● Work item: In the records below, find each line holding the word "滝波長山線" and copy it.

● Provided material:
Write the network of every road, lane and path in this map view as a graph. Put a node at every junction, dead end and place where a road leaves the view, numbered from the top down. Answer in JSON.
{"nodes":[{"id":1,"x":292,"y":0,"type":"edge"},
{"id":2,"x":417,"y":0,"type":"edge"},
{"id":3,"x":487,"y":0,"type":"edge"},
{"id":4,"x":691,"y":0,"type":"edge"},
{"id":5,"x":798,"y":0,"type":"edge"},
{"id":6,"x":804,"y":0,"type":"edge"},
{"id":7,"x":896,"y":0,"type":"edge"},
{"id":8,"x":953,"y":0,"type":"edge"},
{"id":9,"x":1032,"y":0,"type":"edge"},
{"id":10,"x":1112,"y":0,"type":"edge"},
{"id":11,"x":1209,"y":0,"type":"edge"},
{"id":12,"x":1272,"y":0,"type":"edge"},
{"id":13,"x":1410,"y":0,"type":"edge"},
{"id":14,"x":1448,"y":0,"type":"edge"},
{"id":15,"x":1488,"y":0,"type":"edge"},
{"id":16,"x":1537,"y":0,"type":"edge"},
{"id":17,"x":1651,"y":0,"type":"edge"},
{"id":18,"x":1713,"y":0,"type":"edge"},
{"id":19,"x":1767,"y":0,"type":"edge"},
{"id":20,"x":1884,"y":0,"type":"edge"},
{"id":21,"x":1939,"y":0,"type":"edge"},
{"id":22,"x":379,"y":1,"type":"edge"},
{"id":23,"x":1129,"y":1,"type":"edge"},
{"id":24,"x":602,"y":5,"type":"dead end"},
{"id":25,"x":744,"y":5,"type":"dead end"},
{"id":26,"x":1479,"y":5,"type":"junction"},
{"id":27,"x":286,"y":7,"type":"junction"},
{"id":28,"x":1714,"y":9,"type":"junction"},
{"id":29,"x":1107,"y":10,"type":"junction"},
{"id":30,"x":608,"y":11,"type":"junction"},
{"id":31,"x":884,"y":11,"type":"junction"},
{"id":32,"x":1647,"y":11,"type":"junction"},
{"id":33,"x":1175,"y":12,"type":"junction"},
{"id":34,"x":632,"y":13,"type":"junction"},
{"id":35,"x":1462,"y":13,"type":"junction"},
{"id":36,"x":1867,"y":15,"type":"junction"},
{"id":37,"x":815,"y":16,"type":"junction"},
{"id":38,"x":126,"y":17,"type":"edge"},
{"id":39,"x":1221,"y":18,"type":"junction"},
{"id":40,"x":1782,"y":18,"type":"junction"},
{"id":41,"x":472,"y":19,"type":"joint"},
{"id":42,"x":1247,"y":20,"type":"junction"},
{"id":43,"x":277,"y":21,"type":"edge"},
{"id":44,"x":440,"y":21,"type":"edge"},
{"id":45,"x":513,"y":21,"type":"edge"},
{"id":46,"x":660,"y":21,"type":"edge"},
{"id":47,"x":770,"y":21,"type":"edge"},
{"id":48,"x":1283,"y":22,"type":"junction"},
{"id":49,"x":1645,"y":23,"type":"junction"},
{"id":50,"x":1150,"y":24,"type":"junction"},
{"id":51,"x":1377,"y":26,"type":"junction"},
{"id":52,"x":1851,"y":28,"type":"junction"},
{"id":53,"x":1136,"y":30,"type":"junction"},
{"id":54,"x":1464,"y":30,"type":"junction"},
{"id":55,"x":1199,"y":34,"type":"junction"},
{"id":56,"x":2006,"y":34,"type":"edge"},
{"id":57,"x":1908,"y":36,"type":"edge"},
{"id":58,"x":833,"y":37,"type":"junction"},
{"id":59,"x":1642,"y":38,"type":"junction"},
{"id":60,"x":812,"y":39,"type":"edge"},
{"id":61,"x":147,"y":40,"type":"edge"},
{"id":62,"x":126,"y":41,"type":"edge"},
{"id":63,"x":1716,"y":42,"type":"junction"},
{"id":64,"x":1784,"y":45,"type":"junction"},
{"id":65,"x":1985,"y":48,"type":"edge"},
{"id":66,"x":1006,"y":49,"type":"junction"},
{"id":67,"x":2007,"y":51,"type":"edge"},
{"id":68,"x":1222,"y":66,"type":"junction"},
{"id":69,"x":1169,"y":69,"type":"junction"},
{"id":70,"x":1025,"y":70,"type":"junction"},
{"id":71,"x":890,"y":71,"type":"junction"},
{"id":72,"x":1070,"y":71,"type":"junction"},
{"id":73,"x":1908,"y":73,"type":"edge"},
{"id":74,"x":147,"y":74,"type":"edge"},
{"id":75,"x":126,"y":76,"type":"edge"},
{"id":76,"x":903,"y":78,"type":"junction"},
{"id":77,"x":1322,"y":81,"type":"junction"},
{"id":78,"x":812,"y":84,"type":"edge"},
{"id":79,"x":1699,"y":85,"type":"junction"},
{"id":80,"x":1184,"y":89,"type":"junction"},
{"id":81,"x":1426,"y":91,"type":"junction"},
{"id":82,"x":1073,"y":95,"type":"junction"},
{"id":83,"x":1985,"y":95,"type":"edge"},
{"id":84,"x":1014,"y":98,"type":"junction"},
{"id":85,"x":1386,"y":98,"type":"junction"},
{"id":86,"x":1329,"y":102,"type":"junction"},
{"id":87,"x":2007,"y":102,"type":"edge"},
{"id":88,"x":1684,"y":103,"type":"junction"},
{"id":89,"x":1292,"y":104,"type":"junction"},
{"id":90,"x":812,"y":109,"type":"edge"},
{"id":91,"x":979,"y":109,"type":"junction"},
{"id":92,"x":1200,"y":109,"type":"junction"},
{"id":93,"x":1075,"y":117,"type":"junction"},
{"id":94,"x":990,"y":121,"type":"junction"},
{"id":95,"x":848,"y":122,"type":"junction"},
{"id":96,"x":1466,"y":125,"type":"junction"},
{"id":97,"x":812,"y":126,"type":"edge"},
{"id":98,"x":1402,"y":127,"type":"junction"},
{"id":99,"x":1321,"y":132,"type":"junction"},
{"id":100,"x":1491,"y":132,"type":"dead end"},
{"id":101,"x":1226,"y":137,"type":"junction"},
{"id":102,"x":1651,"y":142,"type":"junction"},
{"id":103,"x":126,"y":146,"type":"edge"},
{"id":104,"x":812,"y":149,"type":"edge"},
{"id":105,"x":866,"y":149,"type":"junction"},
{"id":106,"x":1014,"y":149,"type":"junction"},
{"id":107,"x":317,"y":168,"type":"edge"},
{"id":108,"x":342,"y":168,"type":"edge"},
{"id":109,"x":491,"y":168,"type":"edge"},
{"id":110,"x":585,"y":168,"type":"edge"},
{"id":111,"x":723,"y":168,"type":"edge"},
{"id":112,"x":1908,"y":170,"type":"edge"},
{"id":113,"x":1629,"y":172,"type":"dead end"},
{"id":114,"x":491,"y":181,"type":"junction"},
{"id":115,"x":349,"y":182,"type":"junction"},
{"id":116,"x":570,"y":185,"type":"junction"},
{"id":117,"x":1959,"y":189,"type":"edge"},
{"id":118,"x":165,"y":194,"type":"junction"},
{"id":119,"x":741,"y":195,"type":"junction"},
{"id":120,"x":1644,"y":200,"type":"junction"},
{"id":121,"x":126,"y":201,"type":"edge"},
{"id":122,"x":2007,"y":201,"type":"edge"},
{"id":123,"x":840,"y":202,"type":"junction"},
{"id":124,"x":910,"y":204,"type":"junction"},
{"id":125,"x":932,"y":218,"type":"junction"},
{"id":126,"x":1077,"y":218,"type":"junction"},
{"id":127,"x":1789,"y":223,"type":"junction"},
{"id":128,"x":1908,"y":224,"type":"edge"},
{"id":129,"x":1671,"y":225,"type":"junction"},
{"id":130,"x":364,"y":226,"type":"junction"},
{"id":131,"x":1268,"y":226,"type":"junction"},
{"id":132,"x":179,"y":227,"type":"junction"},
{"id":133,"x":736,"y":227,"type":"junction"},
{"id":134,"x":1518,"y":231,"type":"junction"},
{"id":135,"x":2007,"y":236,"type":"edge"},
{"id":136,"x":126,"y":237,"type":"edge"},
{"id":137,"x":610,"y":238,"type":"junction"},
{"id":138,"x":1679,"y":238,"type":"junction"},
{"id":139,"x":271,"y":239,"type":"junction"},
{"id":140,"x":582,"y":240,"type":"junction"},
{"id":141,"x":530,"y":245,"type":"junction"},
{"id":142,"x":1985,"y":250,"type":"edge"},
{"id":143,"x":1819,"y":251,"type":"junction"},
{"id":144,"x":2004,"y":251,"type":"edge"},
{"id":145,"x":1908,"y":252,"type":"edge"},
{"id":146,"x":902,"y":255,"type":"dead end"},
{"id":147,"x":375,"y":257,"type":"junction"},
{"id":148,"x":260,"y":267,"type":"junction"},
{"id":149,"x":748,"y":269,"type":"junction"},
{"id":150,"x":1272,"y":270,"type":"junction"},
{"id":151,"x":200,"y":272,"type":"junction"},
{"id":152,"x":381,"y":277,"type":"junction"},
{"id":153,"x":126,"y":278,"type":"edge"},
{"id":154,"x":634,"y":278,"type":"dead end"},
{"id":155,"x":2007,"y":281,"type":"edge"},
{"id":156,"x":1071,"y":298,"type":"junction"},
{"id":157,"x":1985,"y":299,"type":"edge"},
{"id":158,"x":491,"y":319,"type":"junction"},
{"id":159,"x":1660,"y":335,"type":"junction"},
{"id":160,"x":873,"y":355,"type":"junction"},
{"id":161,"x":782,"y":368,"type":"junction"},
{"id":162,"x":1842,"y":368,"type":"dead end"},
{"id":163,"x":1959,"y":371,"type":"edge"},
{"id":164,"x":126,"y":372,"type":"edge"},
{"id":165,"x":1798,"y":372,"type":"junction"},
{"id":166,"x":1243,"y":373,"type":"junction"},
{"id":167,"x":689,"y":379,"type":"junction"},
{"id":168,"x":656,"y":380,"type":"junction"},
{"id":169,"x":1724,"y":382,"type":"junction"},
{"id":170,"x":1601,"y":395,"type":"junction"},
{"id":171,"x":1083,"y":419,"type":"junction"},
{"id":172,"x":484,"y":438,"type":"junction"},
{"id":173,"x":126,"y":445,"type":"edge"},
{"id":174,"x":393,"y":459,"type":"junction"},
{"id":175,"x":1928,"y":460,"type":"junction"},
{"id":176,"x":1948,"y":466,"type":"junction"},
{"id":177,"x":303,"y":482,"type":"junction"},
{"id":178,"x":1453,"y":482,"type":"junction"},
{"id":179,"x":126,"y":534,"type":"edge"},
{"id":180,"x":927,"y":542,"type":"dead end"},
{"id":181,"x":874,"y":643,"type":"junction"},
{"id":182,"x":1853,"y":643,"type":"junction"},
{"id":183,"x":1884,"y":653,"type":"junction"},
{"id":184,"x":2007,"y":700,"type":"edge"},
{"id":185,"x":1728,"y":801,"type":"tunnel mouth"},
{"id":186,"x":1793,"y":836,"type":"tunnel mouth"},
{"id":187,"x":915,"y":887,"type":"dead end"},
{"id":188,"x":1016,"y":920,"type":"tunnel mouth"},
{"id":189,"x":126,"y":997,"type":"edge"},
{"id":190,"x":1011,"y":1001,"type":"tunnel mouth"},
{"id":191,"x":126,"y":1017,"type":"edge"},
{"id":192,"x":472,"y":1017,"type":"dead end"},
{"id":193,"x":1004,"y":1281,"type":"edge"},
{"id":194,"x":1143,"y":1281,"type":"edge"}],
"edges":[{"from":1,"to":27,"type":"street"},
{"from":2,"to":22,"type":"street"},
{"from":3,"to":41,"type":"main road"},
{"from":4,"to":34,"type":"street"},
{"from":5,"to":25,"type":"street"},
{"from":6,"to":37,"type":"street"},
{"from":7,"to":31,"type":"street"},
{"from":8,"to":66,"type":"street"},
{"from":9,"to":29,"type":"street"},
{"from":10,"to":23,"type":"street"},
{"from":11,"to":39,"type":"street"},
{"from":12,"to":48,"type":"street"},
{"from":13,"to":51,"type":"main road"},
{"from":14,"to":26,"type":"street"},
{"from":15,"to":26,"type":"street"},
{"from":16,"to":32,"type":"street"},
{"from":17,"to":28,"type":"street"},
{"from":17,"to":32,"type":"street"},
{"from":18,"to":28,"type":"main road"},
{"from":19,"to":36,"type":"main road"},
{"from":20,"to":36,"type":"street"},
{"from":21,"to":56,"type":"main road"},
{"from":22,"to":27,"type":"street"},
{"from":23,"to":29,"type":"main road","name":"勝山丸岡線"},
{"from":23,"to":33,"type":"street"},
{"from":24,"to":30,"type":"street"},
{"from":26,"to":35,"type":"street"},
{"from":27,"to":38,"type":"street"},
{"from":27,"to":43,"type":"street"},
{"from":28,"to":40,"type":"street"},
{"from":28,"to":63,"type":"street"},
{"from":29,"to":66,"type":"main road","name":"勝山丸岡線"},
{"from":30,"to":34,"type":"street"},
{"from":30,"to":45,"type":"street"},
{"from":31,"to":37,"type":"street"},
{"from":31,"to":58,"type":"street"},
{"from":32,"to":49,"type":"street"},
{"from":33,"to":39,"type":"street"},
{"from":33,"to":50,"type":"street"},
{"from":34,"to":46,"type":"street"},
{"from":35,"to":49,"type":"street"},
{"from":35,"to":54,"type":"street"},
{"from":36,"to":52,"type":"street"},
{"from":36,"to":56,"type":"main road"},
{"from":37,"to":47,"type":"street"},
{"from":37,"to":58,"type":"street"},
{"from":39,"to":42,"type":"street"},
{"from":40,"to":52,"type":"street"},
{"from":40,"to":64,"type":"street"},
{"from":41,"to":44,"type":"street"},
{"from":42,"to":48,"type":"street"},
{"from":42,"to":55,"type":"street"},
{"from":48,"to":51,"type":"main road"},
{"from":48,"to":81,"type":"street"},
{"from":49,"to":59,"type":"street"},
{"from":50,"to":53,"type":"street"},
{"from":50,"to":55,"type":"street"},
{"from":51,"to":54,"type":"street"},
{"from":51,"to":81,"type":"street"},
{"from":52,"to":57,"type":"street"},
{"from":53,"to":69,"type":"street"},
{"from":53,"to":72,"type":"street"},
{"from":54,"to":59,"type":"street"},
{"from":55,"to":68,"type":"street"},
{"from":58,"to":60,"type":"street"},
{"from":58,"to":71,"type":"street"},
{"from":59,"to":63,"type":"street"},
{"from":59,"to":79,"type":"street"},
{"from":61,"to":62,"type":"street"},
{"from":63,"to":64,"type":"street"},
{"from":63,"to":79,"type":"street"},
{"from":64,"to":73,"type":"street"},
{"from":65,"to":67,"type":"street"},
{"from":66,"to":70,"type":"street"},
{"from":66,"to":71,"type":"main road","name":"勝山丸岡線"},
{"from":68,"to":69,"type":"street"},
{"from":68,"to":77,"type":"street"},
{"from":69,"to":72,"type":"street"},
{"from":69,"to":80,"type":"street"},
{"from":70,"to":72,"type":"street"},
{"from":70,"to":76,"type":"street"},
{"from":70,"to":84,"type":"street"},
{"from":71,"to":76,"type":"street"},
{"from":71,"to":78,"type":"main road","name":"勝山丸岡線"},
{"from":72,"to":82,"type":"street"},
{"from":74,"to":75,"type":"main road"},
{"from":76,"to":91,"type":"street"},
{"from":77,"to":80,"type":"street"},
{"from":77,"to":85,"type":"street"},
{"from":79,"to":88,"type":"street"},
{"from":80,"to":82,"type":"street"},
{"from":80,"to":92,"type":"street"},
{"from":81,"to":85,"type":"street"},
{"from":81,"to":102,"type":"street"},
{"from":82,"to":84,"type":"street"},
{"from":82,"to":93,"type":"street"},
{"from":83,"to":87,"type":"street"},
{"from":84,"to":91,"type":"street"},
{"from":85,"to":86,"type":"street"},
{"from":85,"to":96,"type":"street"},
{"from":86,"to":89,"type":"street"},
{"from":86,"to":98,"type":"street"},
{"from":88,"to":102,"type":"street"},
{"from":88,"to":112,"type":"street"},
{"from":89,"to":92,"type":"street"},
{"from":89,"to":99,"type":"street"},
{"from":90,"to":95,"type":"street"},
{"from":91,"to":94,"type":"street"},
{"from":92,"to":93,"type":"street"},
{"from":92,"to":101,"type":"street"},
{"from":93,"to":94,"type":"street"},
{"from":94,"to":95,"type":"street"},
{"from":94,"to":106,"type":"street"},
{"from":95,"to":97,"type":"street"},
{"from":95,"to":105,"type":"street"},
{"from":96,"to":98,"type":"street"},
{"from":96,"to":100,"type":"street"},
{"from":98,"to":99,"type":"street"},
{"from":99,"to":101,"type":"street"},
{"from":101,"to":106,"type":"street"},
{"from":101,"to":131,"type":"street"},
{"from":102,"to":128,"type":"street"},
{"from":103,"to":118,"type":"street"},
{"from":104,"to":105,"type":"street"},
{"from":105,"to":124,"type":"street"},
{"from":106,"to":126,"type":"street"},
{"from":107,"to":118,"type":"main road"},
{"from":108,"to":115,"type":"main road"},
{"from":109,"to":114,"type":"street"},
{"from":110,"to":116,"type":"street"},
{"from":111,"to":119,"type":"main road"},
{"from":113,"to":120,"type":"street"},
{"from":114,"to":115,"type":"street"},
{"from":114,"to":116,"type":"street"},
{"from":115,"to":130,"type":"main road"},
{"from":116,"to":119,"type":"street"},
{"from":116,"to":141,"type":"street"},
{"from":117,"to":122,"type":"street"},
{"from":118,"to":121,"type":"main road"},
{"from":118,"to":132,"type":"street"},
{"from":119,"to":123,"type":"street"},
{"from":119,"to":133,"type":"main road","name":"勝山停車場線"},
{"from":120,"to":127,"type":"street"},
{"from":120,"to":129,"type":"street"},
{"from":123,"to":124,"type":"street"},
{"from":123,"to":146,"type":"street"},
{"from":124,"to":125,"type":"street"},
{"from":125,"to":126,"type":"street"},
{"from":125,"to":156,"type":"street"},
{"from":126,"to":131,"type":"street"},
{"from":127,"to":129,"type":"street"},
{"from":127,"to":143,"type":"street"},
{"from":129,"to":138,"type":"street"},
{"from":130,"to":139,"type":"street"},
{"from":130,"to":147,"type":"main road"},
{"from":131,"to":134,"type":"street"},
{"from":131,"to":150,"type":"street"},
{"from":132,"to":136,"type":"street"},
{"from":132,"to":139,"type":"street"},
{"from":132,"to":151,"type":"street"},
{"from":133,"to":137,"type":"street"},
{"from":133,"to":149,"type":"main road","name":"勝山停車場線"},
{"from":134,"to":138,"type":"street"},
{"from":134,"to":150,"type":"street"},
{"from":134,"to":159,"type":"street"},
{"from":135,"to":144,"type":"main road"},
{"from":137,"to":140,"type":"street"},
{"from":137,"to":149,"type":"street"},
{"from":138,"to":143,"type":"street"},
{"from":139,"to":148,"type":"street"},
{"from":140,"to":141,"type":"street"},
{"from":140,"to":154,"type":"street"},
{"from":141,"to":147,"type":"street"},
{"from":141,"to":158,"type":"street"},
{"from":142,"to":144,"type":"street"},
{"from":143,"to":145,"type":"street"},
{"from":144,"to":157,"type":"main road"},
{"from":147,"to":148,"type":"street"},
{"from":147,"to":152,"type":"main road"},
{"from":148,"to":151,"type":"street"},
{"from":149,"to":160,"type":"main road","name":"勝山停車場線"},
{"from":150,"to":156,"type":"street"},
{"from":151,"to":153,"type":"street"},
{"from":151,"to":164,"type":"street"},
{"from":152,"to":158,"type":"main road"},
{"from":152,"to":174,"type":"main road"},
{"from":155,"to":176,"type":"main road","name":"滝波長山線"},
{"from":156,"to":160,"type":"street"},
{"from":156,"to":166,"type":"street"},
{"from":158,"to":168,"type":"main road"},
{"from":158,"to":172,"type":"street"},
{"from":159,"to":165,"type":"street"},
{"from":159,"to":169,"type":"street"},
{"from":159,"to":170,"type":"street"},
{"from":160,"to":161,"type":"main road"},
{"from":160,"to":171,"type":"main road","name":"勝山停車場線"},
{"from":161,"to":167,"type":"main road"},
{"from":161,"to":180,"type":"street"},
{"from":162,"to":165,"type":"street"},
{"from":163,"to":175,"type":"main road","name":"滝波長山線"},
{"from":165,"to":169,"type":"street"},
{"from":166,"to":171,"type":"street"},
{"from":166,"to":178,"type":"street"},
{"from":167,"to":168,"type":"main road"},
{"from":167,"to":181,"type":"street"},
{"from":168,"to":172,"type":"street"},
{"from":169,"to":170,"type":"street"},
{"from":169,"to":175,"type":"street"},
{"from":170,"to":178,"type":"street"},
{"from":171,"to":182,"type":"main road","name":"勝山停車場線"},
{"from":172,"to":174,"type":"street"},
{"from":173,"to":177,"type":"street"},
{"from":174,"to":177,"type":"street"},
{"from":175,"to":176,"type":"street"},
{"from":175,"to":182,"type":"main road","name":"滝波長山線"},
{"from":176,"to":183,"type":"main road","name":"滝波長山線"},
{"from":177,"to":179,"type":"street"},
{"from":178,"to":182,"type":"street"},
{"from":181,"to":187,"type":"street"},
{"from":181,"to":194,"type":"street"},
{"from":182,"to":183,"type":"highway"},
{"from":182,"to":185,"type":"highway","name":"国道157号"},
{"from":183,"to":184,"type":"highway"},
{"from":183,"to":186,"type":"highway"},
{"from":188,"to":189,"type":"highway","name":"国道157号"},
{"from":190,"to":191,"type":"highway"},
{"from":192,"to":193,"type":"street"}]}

● Answer section:
{"from":155,"to":176,"type":"main road","name":"滝波長山線"},
{"from":163,"to":175,"type":"main road","name":"滝波長山線"},
{"from":175,"to":182,"type":"main road","name":"滝波長山線"},
{"from":176,"to":183,"type":"main road","name":"滝波長山線"},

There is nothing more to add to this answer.